Work to be completed:
Return the lines from the line containing "thumb ip: (375, 198)" onward. Each must match exactly, and the last line of the listing below must be included.

Information provided:
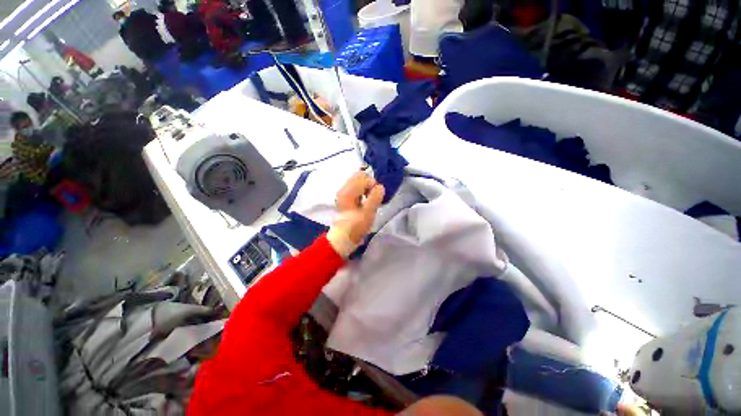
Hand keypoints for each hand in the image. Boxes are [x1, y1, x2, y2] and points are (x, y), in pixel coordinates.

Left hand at [327, 172, 384, 256]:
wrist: (343, 238)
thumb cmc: (355, 226)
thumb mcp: (368, 213)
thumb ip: (375, 198)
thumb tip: (380, 186)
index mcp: (348, 191)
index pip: (363, 177)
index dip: (373, 184)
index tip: (376, 197)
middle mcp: (343, 189)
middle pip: (359, 176)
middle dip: (369, 184)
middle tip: (373, 197)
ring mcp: (343, 193)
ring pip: (358, 182)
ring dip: (366, 188)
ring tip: (370, 200)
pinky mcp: (345, 198)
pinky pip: (355, 188)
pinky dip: (362, 191)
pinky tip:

Solution to this problem:
thumb ip: (375, 198)
thumb tip: (380, 186)
index mcp: (348, 191)
index pip: (363, 177)
index dip: (373, 184)
index tip: (376, 197)
middle mcp: (343, 189)
middle pip: (359, 176)
middle dip: (369, 184)
middle tip: (373, 197)
ring mcp: (343, 193)
ring pip: (358, 182)
ring dip: (366, 188)
ring tip: (370, 200)
pinky mcp: (345, 198)
pinky pip: (355, 188)
pinky dip: (362, 191)
pinky tip:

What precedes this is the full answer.